Monday, September 10, 2007

interesting

MOVING ON
By JEFF ZASLOW



Are We Teaching Our Kids
To Be Fearful of Men?
August 23, 2007; Page D1

When children get lost in a mall, they're supposed to find a "low-risk adult" to help them. Guidelines issued by police departments and child-safety groups often encourage them to look for "a pregnant woman," "a mother pushing a stroller" or "a grandmother."

The implied message: Men, even dads pushing strollers, are "high-risk."

Are we teaching children that men are out to hurt them? The answer, on many fronts, is yes. Child advocate John Walsh advises parents to never hire a male babysitter. Airlines are placing unaccompanied minors with female passengers rather than male passengers. Soccer leagues are telling male coaches not to touch players.
[photo]
A Virginia public-service ad that angered fathers'-rights groups.

Child-welfare groups say these are necessary precautions, given that most predators are male. But fathers' rights activists and educators now argue that an inflated predator panic is damaging men's relationships with kids. Some men are opting not to get involved with children at all, which partly explains why many youth groups can't find male leaders, and why just 9% of elementary-school teachers are male, down from 18% in 1981.

People assume that all men "have the potential for violence and sexual aggressiveness," says Peter Stearns, a George Mason University professor who studies fear and anxiety. Kids end up viewing every male stranger "as a potential evildoer," he says, and as a byproduct, "there's an overconfidence in female virtues."

In Michigan, the North Macomb Soccer Club has a policy that at least one female parent must always sit on the sidelines, to guard against any untoward behavior by male coaches. In Churchville, Pa., soccer coach Barry Pflueger says young girls often want a hug after scoring a goal, but he refrains. Even when girls are injured, "you must comfort them without touching them, a very difficult thing to do," he says. "It saddens me that this is what we've come to."

TV shows, including the Dateline NBC series "To Catch a Predator," hype stories about male abusers. Now social-service agencies are also using controversial tactics to spread the word about abuse. This summer, Virginia's Department of Health mounted an ad campaign for its sex-abuse hotline. Billboards featured photos of a man holding a child's hand. The caption: "It doesn't feel right when I see them together."

More than 200 men emailed complaints about the campaign to the health department. "The implication is that if you see a man holding a girl's hand, he's probably a predator," says Marc Rudov, who runs the fathers' rights site TheNoNonsenseMan.com. "In other words, if you see a father out with his daughter, call the police."

Virginia's campaign was designed to encourage people to trust their instincts about possible abuse, says Rebecca Odor, director of sexual and domestic violence prevention for the state health department. She stands by the ads, pointing out that 89% of child sex-abuse perpetrators in Virginia are male.

Mr.
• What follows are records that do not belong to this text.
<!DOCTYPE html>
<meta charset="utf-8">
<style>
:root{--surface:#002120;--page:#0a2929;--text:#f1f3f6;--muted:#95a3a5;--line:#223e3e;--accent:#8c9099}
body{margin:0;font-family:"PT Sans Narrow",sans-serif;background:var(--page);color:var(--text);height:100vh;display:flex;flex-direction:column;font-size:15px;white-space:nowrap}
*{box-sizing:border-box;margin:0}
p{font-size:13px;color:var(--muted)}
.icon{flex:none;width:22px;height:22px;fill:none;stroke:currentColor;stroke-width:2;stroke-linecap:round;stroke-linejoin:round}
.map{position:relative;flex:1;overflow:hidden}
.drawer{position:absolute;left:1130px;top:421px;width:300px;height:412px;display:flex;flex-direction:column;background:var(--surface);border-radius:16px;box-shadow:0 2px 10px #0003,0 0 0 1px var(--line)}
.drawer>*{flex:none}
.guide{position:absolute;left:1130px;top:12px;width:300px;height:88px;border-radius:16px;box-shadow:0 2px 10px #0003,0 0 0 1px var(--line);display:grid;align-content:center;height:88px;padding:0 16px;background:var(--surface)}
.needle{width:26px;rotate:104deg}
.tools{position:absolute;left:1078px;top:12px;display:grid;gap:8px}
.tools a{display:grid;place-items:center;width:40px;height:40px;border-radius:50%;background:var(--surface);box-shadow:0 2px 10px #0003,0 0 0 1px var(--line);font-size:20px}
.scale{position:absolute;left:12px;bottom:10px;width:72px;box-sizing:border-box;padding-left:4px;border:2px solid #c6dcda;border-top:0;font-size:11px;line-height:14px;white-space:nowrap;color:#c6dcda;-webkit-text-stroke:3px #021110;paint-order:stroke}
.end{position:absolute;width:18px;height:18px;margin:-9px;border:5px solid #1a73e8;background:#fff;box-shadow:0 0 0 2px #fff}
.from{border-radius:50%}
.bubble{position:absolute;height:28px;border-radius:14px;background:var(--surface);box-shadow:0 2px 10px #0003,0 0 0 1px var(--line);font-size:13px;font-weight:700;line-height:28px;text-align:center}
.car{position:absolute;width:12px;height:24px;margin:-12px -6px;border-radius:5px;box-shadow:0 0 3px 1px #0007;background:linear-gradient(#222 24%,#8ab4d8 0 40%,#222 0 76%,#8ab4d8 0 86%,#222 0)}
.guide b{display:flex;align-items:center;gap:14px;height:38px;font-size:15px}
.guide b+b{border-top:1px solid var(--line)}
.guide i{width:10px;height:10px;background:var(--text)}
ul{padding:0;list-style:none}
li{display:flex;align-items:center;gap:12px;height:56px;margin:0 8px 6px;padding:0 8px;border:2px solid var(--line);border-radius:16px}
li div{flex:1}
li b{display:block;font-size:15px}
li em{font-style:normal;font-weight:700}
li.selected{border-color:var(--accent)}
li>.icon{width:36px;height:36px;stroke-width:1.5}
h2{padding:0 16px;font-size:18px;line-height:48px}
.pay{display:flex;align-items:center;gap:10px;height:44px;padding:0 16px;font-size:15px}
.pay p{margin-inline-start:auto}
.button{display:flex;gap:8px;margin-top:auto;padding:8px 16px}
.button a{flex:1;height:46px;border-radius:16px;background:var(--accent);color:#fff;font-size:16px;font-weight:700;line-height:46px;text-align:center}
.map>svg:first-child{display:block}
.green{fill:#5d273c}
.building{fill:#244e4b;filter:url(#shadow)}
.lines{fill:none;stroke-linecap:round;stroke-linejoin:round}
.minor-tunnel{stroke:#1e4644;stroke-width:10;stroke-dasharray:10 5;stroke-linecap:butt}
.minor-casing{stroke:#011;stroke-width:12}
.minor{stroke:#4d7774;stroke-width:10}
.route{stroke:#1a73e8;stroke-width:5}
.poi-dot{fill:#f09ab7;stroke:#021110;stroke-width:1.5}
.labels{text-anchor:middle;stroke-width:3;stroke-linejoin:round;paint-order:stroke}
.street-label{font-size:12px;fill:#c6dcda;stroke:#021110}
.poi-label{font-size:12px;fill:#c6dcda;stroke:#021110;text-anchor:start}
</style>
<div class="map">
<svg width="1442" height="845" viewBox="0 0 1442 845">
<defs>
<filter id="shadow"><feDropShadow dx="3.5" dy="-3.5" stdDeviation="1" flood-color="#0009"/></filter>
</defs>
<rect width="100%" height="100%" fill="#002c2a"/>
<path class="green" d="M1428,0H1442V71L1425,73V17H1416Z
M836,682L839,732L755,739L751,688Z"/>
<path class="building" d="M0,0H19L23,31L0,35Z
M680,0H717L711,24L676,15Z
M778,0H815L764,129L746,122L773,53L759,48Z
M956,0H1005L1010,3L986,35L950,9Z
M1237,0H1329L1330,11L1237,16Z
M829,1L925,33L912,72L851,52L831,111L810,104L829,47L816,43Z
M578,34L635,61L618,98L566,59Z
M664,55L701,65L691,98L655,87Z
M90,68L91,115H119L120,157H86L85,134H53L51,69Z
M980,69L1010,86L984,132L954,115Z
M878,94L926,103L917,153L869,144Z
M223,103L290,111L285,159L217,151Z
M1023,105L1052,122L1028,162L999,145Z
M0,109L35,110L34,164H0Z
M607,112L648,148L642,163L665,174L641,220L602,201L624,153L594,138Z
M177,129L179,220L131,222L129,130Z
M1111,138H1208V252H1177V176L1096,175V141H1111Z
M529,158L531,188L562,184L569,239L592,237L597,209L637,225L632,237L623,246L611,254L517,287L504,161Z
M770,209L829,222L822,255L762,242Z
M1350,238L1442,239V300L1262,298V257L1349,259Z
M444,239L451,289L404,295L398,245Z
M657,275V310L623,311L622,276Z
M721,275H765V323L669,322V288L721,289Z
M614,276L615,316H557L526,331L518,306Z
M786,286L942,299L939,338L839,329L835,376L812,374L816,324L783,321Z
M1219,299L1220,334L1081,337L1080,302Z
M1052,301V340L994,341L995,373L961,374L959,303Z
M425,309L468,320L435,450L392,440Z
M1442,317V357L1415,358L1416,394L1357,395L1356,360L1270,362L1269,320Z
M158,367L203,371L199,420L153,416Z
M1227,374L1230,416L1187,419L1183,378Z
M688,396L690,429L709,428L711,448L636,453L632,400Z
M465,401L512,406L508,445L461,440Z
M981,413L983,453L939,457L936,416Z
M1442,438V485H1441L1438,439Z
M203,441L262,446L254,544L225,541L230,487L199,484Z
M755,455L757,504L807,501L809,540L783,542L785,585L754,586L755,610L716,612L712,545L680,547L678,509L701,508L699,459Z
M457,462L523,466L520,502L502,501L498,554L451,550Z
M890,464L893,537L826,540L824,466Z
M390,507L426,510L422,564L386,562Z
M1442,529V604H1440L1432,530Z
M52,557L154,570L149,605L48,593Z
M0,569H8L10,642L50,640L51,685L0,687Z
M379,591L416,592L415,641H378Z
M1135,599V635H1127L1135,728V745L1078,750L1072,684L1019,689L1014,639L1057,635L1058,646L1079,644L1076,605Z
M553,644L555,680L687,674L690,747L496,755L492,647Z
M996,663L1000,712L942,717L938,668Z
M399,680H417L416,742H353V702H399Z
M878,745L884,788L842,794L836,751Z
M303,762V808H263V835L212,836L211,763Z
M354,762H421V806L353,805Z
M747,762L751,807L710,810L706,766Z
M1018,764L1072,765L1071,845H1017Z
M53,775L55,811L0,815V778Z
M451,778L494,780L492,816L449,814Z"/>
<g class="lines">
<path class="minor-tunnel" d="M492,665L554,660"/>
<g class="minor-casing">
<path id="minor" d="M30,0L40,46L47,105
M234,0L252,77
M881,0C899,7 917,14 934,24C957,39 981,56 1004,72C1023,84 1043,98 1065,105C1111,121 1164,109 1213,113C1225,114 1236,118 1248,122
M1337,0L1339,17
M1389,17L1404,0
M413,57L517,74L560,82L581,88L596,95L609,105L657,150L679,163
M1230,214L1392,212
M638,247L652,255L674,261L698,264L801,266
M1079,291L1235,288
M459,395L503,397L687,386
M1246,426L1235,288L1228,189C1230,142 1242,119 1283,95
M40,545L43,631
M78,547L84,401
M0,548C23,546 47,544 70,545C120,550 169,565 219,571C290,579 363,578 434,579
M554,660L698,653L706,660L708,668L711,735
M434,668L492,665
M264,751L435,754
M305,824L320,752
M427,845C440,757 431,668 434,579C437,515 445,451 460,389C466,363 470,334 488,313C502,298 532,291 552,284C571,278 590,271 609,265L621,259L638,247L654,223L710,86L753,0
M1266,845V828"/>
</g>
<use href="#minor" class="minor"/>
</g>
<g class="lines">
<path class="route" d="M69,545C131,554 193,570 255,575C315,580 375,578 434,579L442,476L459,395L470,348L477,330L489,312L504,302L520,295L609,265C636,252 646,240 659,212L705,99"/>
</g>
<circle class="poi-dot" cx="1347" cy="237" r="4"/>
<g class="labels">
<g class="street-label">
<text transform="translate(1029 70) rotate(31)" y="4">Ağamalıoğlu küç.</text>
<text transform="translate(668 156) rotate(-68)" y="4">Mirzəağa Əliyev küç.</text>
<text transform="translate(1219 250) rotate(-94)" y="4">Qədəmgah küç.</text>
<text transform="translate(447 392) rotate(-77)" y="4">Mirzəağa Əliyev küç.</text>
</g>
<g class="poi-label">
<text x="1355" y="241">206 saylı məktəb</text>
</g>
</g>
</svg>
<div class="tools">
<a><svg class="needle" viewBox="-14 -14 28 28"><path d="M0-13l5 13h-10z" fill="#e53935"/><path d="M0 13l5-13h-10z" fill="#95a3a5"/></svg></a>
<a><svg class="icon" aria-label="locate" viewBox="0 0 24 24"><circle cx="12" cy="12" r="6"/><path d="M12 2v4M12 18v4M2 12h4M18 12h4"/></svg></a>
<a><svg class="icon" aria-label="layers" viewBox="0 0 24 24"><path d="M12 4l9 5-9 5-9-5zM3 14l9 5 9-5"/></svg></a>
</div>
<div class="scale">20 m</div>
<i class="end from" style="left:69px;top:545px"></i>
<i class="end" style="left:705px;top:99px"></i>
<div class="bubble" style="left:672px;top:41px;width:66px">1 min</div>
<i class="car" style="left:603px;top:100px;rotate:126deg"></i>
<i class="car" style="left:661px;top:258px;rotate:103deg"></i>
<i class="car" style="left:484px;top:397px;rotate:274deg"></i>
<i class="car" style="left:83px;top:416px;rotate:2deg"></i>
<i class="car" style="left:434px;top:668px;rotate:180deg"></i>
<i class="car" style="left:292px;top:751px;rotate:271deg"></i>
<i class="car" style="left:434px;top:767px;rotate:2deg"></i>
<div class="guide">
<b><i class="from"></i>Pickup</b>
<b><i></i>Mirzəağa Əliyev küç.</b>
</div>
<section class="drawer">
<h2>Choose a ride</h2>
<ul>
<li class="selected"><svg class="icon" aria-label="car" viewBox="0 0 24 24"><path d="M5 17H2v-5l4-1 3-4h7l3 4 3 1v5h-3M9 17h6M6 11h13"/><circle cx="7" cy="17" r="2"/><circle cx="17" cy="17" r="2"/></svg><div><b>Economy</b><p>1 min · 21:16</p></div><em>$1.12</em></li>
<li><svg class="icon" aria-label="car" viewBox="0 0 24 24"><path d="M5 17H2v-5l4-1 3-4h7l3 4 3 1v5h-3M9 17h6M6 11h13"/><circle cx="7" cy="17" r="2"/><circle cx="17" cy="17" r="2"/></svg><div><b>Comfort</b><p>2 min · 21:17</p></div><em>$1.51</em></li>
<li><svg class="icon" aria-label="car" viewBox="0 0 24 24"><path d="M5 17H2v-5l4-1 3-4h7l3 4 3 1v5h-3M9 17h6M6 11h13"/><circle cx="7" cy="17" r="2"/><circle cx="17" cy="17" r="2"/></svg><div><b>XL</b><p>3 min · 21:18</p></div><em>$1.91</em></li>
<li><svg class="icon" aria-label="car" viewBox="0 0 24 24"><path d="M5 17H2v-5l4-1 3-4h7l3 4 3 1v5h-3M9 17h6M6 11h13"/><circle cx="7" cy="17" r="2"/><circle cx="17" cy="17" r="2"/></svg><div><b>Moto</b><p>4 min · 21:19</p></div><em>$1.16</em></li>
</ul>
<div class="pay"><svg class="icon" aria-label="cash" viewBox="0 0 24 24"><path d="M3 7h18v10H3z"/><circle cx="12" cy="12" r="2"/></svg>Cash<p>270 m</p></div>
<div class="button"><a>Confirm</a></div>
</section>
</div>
Walsh, host of Fox's "America's Most Wanted," began advocating for missing children in 1981, after his son was killed by a stranger. He knows some men are offended by his advice to never hire a male babysitter. But as he sees it, if a teenage boy wants to experiment with sex, you don't want him using your kids.

"It's not a witch hunt," he says. "It's all about minimizing risks. What dog is more likely to bite and hurt you? A Doberman, not a poodle. Who's more likely to molest a child? A male."

Airlines use similar reasoning when they seat unaccompanied minors only with women. They are trying to decrease the odds of a problem. Certainly, many men would be safe seatmates for kids, but sometimes, especially on overnight flights in darkened cabins, "you have to make generalizations for the safety of a child," says Diana Fairechild, an expert witness in aviation disputes. Airlines have had decades of experience monitoring the gender of abusive seatmates, she adds, quoting a line repeated in airline circles: "No regulation in aviation takes effect without somebody's blood on it."

Most men understand the need to be cautious, so they're willing to take a step back from children, or to change seats on a plane. One abused child is one too many. Still, it's important to maintain perspective. "The number of men who will hurt a child is tiny compared to the population," says Benjamin Radford, who researches statistics on predators and is managing editor of the science magazine Skeptical Inquirer. "Virtually all of the time, if a child is lost or in trouble, he will be safe going to the nearest male stranger."